__Brief__. After locating the line that holds "Extract the road", output it and all following lines word for word, stopping only at the end of the data.

Data for review START

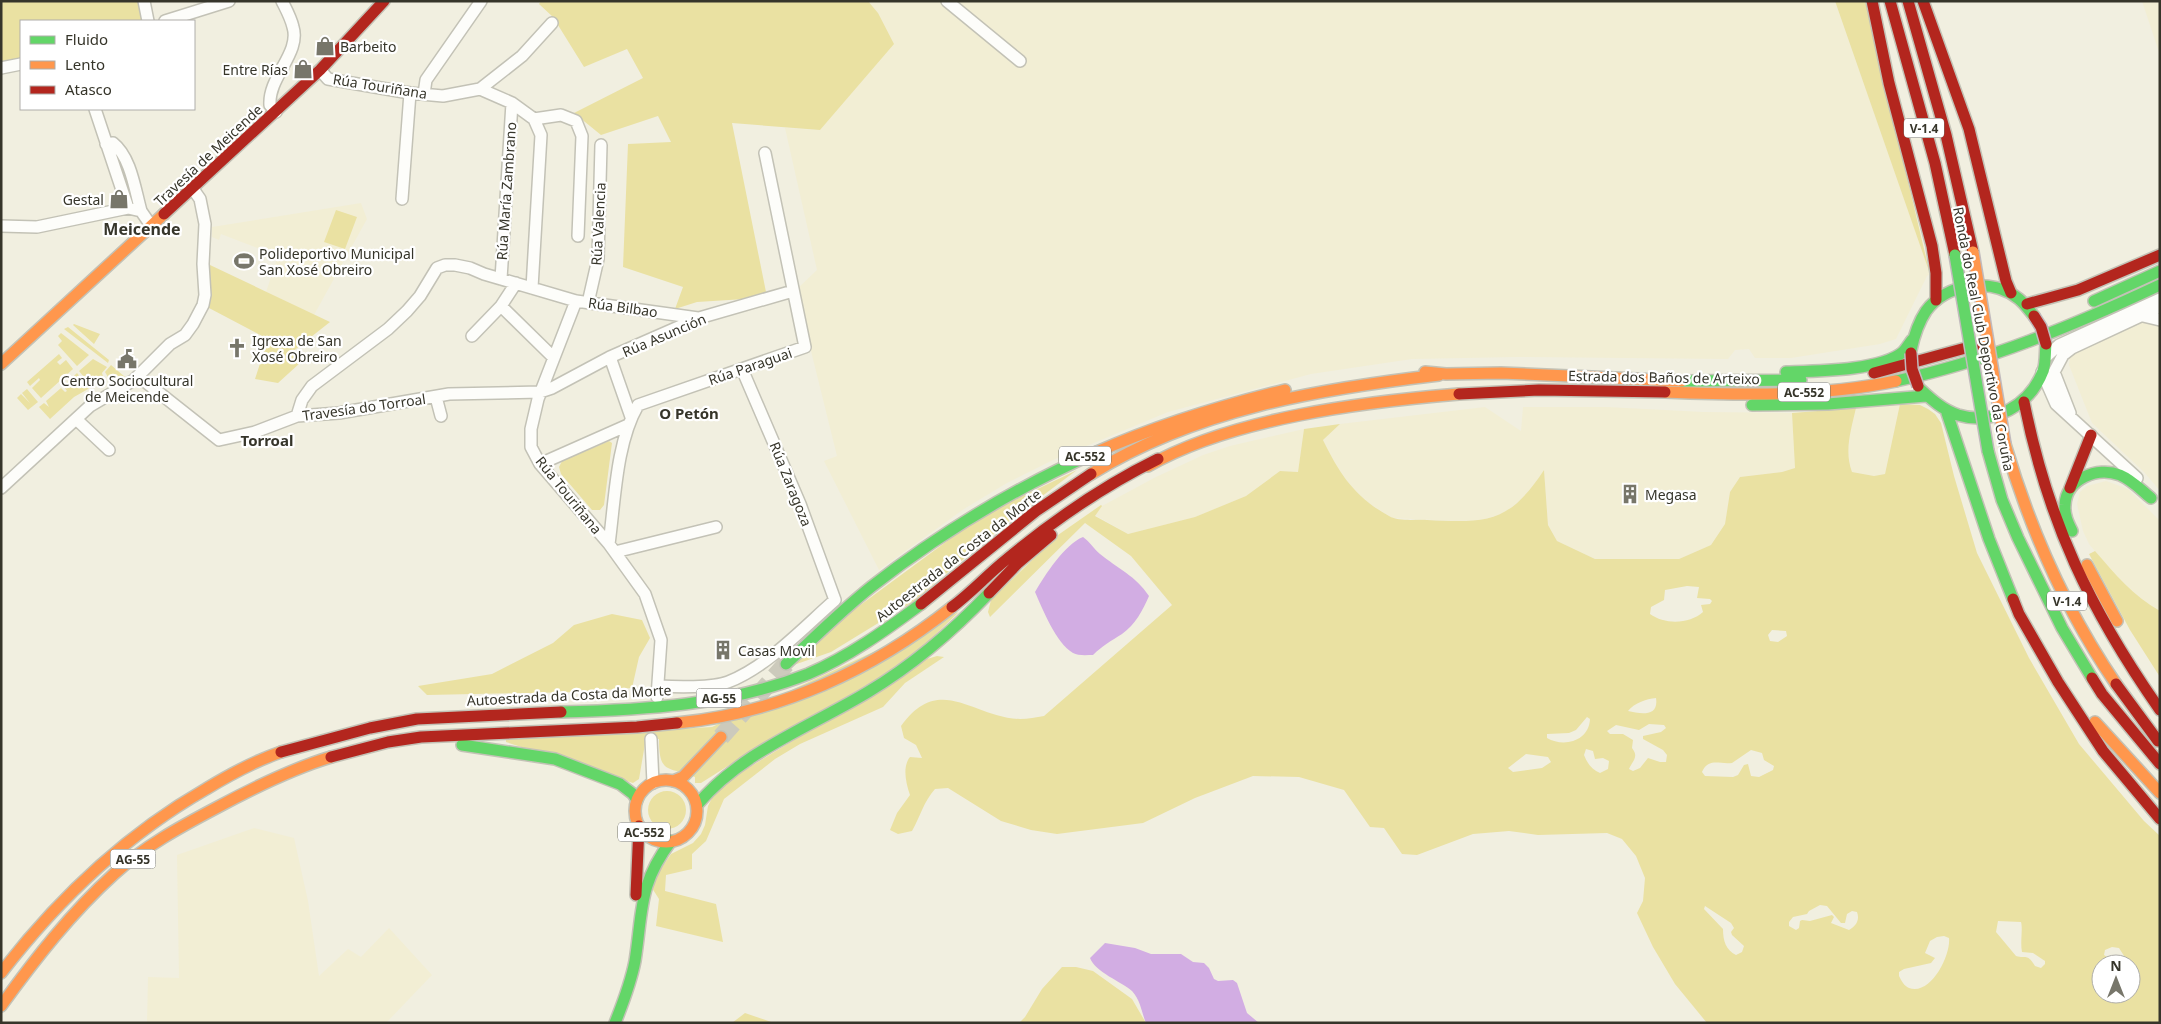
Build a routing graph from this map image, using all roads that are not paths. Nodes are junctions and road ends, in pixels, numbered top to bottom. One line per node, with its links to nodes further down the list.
1 (144, 1): 11 (street)
2 (229, 1): 12 (street)
3 (282, 1): 23 (street)
4 (384, 1): 17 (main road, Travesía de Meicende)
5 (481, 1): 20 (street)
6 (947, 1): 14 (street)
7 (1872, 1): 44 (main road)
8 (1890, 1): 102 (main road, Ronda do Real Club Deportivo da Coruña / V-1.4, bridge)
9 (1908, 1): 101 (main road, Ronda do Real Club Deportivo da Coruña / V-1.4, bridge)
10 (1923, 1): 42 (main road)
11 (148, 20)
12 (168, 20)
13 (552, 22): 18 (street)
14 (1020, 61)
15 (20, 64): 16 (street)
16 (1, 68)
17 (320, 70): 19 (street, Rúa Touriñana); 23 (main road, Travesía de Meicende)
18 (480, 89): 20 (street, Rúa Touriñana); 21 (street)
19 (410, 93): 20 (street, Rúa Touriñana); 29 (street)
20 (424, 94)
21 (512, 103): 24 (street); 37 (street, Rúa María Zambrano)
22 (94, 110): 25 (street)
23 (276, 112): 28 (main road, Travesía de Meicende)
24 (534, 119): 34 (street); 40 (street)
25 (106, 144): 30 (street); 31 (street)
26 (602, 146): 46 (street, Rúa Valencia)
27 (765, 153): 41 (street, Rúa Paraguai)
28 (193, 189): 33 (main road, Travesía de Meicende); 68 (street)
29 (402, 198)
30 (128, 208): 31 (street); 32 (street)
31 (141, 211): 33 (street)
32 (1, 226)
33 (152, 227): 63 (main road, Travesía de Meicende)
34 (578, 236)
35 (2160, 255): 47 (main road)
36 (2160, 271): 49 (main road)
37 (501, 279): 38 (street); 76 (street)
38 (516, 283): 40 (street); 48 (street)
39 (2160, 285): 70 (main road, Estrada dos Baños de Arteixo / AC-552)
40 (532, 288): 45 (street)
41 (793, 291): 52 (street, Rúa Asunción); 64 (street, Rúa Paraguai)
42 (2011, 293): 44 (main road); 47 (main road)
43 (2160, 299): 56 (street)
44 (1936, 300): 59 (main road)
45 (576, 301): 46 (street, Rúa Bilbao); 61 (street, Rúa Touriñana)
46 (588, 302): 52 (street, Rúa Bilbao)
47 (2027, 304): 60 (main road, bridge)
48 (501, 306): 57 (street); 61 (street)
49 (2080, 307)
50 (2160, 307): 51 (street)
51 (2143, 316): 54 (street); 56 (street); 75 (street)
52 (699, 318): 62 (street, Rúa Asunción)
53 (2054, 318): 55 (main road)
54 (2160, 320)
55 (2029, 328)
56 (2087, 331): 60 (street)
57 (472, 336)
58 (1998, 339): 65 (main road, Estrada dos Baños de Arteixo / AC-552)
59 (1912, 340): 65 (main road, AC-552); 71 (main road, bridge)
60 (2046, 350): 66 (main road)
61 (552, 357): 69 (street, Rúa Touriñana)
62 (610, 357): 69 (street, Rúa Asunción); 79 (street)
63 (1, 364)
64 (742, 369): 79 (street, Rúa Paraguai); 91 (street, Rúa Zaragoza)
65 (1503, 372): 67 (main road, Estrada dos Baños de Arteixo / AC-552)
66 (2042, 372): 73 (main road); 75 (street)
67 (1440, 375): 90 (main road, AC-552); 113 (main road, Autoestrada da Costa da Morte / AG-55)
68 (138, 376): 76 (street, Travesía do Torroal); 78 (street)
69 (540, 392): 72 (street, Travesía do Torroal); 83 (street, Rúa Touriñana)
70 (1442, 393): 71 (main road, AC-552); 82 (main road, Estrada dos Baños de Arteixo / AC-552)
71 (1926, 396): 74 (main road)
72 (436, 397): 76 (street, Travesía do Torroal); 77 (street, Travesía do Torroal)
73 (2024, 402): 74 (main road); 98 (main road)
74 (1947, 412): 96 (main road)
75 (2070, 415): 80 (street)
76 (297, 416)
77 (440, 416)
78 (76, 419): 81 (street); 84 (street)
79 (630, 421): 83 (street, Rúa Paraguai); 89 (street)
80 (2092, 435): 85 (main road); 86 (street)
81 (109, 450)
82 (1158, 459): 103 (main road, AG-55); 108 (main road, AC-552)
83 (540, 464): 89 (street, Rúa Touriñana)
84 (1, 488)
85 (2069, 490): 86 (main road); 93 (main road)
86 (2152, 498): 87 (street)
87 (2160, 507)
88 (716, 527): 89 (street)
89 (612, 548): 91 (street, Rúa Touriñana)
90 (881, 580): 91 (main road); 92 (main road, AC-552)
91 (834, 600): 92 (main road)
92 (835, 617): 94 (main road, AC-552)
93 (2121, 627)
94 (786, 664)
95 (2146, 668): 97 (main road)
96 (2058, 682): 106 (main road); 109 (main road)
97 (2160, 691)
98 (2160, 710)
99 (721, 737): 104 (main road)
100 (651, 739): 105 (street)
101 (2160, 742)
102 (2160, 764)
103 (306, 765): 107 (main road); 114 (main road, AG-55)
104 (673, 781): 105 (main road); 108 (main road)
105 (653, 783): 107 (main road)
106 (2160, 793)
107 (637, 800): 110 (main road, AC-552)
108 (697, 806): 111 (main road, AC-552)
109 (2160, 819)
110 (639, 826): 111 (main road, AC-552); 112 (main road, AC-552)
111 (672, 841): 112 (main road, AC-552)
112 (638, 927): 115 (main road, AC-552)
113 (1, 973)
114 (1, 1006)
115 (615, 1023)

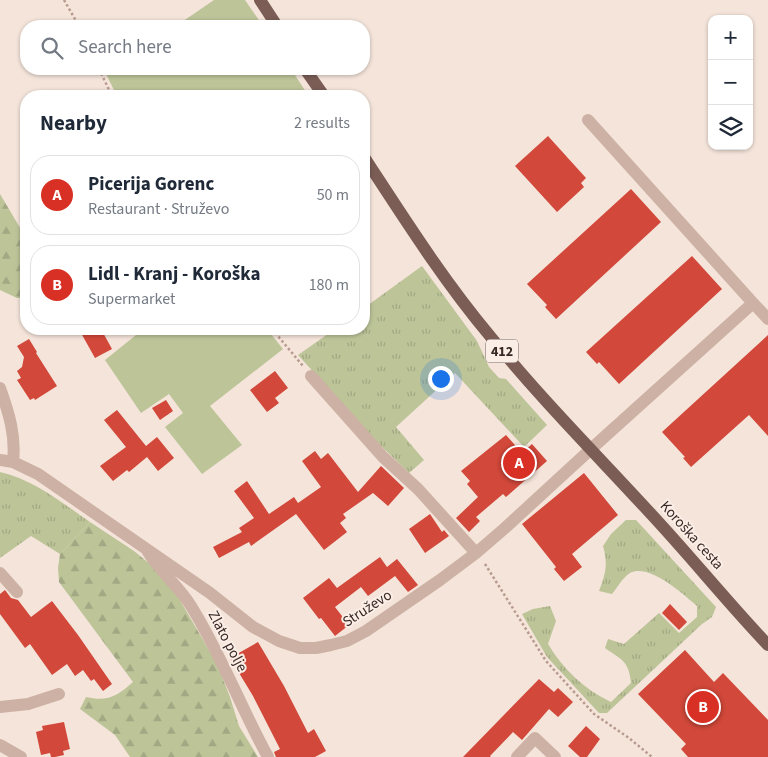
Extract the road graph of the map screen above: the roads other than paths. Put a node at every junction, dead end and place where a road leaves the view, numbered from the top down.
1 (260, 0) edge
2 (273, 20) edge
3 (309, 75) edge
4 (320, 90) edge
5 (588, 120) dead end
6 (370, 166) edge
7 (753, 303) junction
8 (768, 319) edge
9 (311, 376) road end
10 (0, 388) edge
11 (591, 449) junction
12 (0, 460) edge
13 (13, 462) junction
14 (146, 547) junction
15 (476, 553) junction
16 (0, 574) edge
17 (17, 592) dead end
18 (768, 645) edge
19 (58, 694) dead end
20 (0, 707) edge
21 (0, 746) edge
22 (21, 757) edge
23 (268, 757) edge
24 (517, 757) edge
25 (555, 757) edge

1 - 2 main road
3 - 4 main road
5 - 7 street
6 - 11 main road, 412
7 - 8 street
7 - 11 street, Struževo
9 - 15 street
10 - 13 street
11 - 15 street, Struževo
11 - 18 main road, Koroška cesta / 412
12 - 13 street, Struževo
13 - 14 street, Struževo
14 - 15 street, Struževo
14 - 23 street, Zlato polje
16 - 17 street
19 - 20 street
21 - 22 street
24 - 25 street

Data for review END

__Result for this exercise__.
Extract the road graph of the map screen above: the roads other than paths. Put a node at every junction, dead end and place where a road leaves the view, numbered from the top down.
1 (260, 0) edge
2 (273, 20) edge
3 (309, 75) edge
4 (320, 90) edge
5 (588, 120) dead end
6 (370, 166) edge
7 (753, 303) junction
8 (768, 319) edge
9 (311, 376) road end
10 (0, 388) edge
11 (591, 449) junction
12 (0, 460) edge
13 (13, 462) junction
14 (146, 547) junction
15 (476, 553) junction
16 (0, 574) edge
17 (17, 592) dead end
18 (768, 645) edge
19 (58, 694) dead end
20 (0, 707) edge
21 (0, 746) edge
22 (21, 757) edge
23 (268, 757) edge
24 (517, 757) edge
25 (555, 757) edge

1 - 2 main road
3 - 4 main road
5 - 7 street
6 - 11 main road, 412
7 - 8 street
7 - 11 street, Struževo
9 - 15 street
10 - 13 street
11 - 15 street, Struževo
11 - 18 main road, Koroška cesta / 412
12 - 13 street, Struževo
13 - 14 street, Struževo
14 - 15 street, Struževo
14 - 23 street, Zlato polje
16 - 17 street
19 - 20 street
21 - 22 street
24 - 25 street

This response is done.